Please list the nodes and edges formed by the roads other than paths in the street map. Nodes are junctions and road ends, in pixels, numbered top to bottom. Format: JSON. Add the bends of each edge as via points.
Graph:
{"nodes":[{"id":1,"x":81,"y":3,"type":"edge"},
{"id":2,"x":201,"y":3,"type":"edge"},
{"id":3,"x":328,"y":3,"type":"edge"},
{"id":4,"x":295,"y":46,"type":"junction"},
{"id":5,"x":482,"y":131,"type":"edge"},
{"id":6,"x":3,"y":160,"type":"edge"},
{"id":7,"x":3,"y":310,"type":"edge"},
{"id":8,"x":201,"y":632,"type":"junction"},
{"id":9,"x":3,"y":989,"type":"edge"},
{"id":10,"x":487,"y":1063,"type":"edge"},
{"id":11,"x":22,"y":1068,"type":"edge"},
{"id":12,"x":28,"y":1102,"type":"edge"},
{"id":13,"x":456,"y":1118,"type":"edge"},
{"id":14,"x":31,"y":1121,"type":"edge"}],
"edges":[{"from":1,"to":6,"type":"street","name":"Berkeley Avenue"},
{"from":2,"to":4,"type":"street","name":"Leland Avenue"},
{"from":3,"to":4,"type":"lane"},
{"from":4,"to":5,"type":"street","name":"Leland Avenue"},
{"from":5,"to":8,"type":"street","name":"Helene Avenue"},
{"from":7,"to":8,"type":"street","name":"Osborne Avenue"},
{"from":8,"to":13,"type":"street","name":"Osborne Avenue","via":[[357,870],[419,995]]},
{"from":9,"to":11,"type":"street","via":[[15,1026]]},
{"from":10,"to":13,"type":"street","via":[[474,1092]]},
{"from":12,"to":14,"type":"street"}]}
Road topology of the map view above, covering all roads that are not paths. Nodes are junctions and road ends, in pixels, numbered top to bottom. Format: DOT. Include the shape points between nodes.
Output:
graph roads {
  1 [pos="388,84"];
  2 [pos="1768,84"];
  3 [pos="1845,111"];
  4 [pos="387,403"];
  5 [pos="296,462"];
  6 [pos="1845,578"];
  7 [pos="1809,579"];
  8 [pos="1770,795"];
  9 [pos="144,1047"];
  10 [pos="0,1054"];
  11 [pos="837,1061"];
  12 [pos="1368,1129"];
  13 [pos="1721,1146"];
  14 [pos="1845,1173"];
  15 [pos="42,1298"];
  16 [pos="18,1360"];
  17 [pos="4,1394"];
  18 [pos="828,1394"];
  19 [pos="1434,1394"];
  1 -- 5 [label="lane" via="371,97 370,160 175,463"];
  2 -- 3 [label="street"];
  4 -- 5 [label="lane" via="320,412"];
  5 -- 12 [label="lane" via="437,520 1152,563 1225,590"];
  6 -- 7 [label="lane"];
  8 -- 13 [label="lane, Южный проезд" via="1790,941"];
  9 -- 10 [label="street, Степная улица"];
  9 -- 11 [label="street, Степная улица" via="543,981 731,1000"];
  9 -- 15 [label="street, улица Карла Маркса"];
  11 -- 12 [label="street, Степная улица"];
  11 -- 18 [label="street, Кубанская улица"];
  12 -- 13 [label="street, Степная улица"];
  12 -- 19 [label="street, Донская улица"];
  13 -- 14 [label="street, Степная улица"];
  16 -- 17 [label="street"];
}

________

> **Task details**:
Check each line of the entries, and copy the ones that contain "ends".

> **Solution**:
Please list the nodes and edges formed by the roads other than paths in the street map. Nodes are junctions and road ends, in pixels, numbered top to bottom. Format: JSON. Add the bends of each edge as via points.
Road topology of the map view above, covering all roads that are not paths. Nodes are junctions and road ends, in pixels, numbered top to bottom. Format: DOT. Include the shape points between nodes.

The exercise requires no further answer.